# Task objective:
Transcribe the records verbatim, images excluded.

# Material supplied:
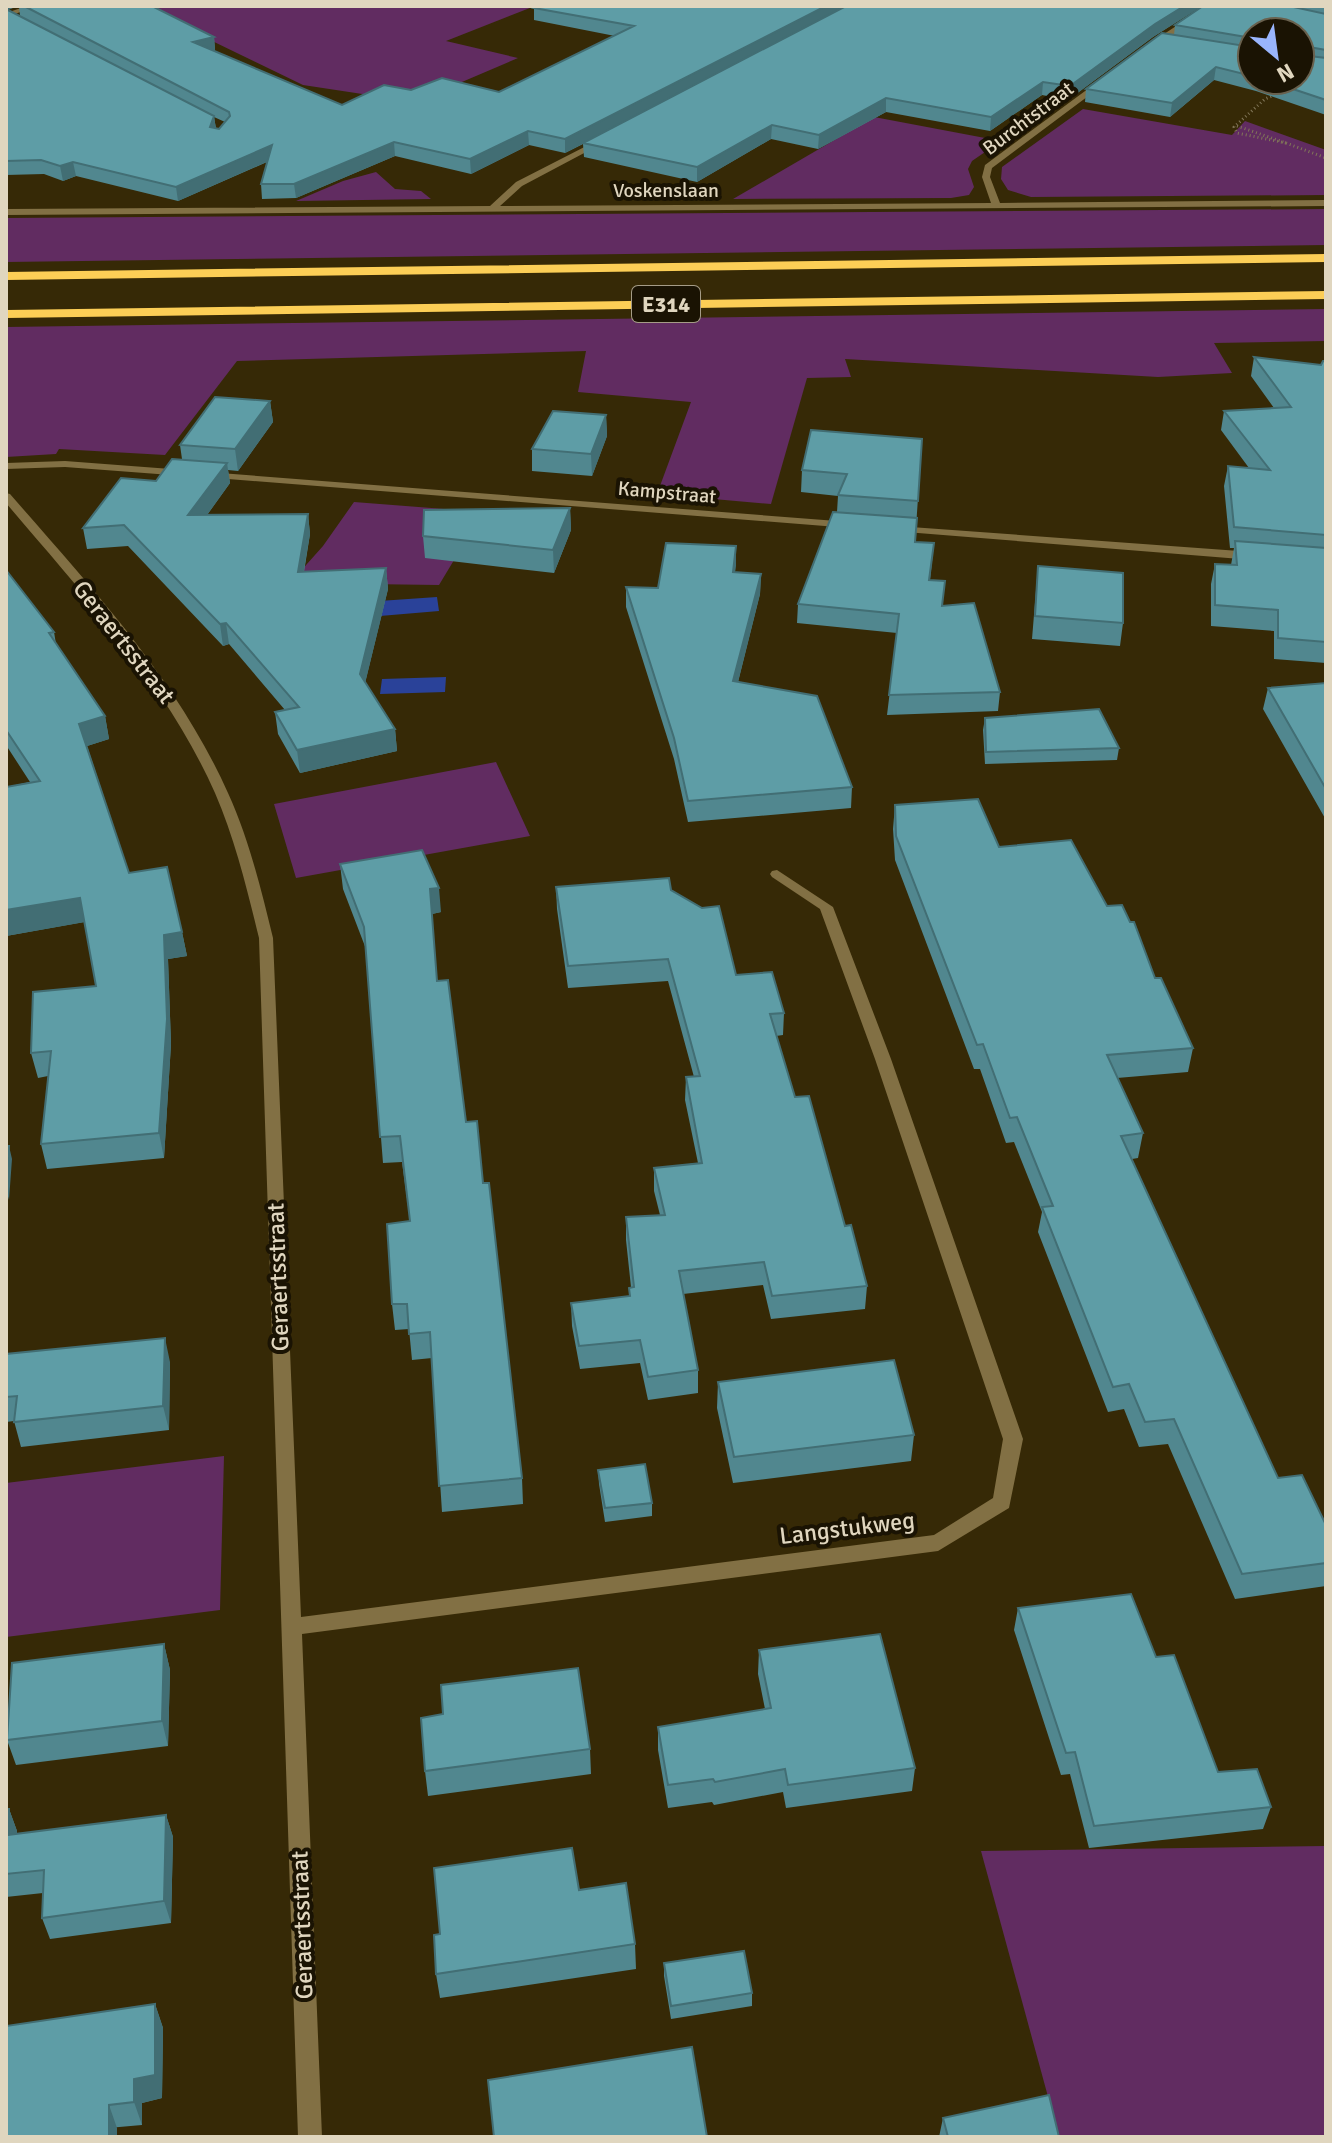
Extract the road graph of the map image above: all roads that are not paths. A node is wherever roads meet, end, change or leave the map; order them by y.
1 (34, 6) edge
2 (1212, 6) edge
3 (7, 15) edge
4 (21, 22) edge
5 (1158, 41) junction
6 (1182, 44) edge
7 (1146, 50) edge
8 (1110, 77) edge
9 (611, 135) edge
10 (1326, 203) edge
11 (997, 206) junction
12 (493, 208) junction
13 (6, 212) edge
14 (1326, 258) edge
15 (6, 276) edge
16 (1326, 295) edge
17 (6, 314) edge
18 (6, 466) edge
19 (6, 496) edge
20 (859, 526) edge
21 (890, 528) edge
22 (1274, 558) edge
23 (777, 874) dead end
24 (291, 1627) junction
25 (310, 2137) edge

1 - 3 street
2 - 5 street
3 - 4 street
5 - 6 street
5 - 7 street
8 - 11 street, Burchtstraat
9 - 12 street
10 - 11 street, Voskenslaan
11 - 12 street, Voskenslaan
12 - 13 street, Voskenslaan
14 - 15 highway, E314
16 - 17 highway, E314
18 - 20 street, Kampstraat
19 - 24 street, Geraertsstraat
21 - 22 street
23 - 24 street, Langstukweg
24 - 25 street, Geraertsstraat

# Response area:
Extract the road graph of the map image above: all roads that are not paths. A node is wherever roads meet, end, change or leave the map; order them by y.
1 (34, 6) edge
2 (1212, 6) edge
3 (7, 15) edge
4 (21, 22) edge
5 (1158, 41) junction
6 (1182, 44) edge
7 (1146, 50) edge
8 (1110, 77) edge
9 (611, 135) edge
10 (1326, 203) edge
11 (997, 206) junction
12 (493, 208) junction
13 (6, 212) edge
14 (1326, 258) edge
15 (6, 276) edge
16 (1326, 295) edge
17 (6, 314) edge
18 (6, 466) edge
19 (6, 496) edge
20 (859, 526) edge
21 (890, 528) edge
22 (1274, 558) edge
23 (777, 874) dead end
24 (291, 1627) junction
25 (310, 2137) edge

1 - 3 street
2 - 5 street
3 - 4 street
5 - 6 street
5 - 7 street
8 - 11 street, Burchtstraat
9 - 12 street
10 - 11 street, Voskenslaan
11 - 12 street, Voskenslaan
12 - 13 street, Voskenslaan
14 - 15 highway, E314
16 - 17 highway, E314
18 - 20 street, Kampstraat
19 - 24 street, Geraertsstraat
21 - 22 street
23 - 24 street, Langstukweg
24 - 25 street, Geraertsstraat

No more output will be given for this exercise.